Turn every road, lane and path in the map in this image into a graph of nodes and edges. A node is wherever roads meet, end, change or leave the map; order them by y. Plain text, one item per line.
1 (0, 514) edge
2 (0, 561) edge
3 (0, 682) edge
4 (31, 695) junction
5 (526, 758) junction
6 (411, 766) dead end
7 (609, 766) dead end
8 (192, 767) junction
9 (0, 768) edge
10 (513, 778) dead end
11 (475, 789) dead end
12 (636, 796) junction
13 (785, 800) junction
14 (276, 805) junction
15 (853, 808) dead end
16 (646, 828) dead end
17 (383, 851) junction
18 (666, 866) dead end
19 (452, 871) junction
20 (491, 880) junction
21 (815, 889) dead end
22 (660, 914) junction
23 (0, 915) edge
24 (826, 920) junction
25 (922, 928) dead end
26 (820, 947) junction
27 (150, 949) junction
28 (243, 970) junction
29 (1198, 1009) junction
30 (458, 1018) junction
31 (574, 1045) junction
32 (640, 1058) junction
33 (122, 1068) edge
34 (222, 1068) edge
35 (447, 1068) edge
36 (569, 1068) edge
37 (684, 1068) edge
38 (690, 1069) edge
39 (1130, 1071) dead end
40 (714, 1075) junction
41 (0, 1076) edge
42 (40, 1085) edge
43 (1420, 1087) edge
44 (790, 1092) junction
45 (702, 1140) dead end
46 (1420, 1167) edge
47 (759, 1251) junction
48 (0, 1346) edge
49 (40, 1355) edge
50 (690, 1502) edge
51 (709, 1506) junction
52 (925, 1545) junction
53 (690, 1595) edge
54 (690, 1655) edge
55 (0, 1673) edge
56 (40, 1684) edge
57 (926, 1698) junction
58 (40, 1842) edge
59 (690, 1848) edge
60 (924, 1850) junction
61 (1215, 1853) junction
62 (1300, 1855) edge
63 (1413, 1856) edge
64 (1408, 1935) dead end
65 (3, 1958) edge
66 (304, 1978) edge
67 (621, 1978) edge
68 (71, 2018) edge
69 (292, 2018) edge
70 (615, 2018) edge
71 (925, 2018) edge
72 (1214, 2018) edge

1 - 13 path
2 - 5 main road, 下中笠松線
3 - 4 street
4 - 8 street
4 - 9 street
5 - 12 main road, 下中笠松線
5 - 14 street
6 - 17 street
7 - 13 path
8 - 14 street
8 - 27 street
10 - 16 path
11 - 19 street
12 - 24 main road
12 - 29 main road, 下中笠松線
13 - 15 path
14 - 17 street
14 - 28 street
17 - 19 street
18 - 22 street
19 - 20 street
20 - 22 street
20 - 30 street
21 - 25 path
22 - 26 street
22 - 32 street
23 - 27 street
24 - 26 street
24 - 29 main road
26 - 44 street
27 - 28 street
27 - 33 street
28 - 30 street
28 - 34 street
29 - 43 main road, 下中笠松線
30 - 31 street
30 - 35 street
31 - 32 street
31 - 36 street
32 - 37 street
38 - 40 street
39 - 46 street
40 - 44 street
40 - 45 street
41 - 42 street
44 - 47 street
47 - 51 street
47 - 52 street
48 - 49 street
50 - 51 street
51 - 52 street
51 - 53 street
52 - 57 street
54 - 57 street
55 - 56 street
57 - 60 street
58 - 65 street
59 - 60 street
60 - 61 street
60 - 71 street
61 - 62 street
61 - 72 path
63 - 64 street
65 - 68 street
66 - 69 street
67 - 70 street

◆ ◆ ◆ ◆ ◆

Task requirements ->
Copy out every line of the material above that contains the string "main".

Answer to this exercise ->
2 - 5 main road, 下中笠松線
5 - 12 main road, 下中笠松線
12 - 24 main road
12 - 29 main road, 下中笠松線
24 - 29 main road
29 - 43 main road, 下中笠松線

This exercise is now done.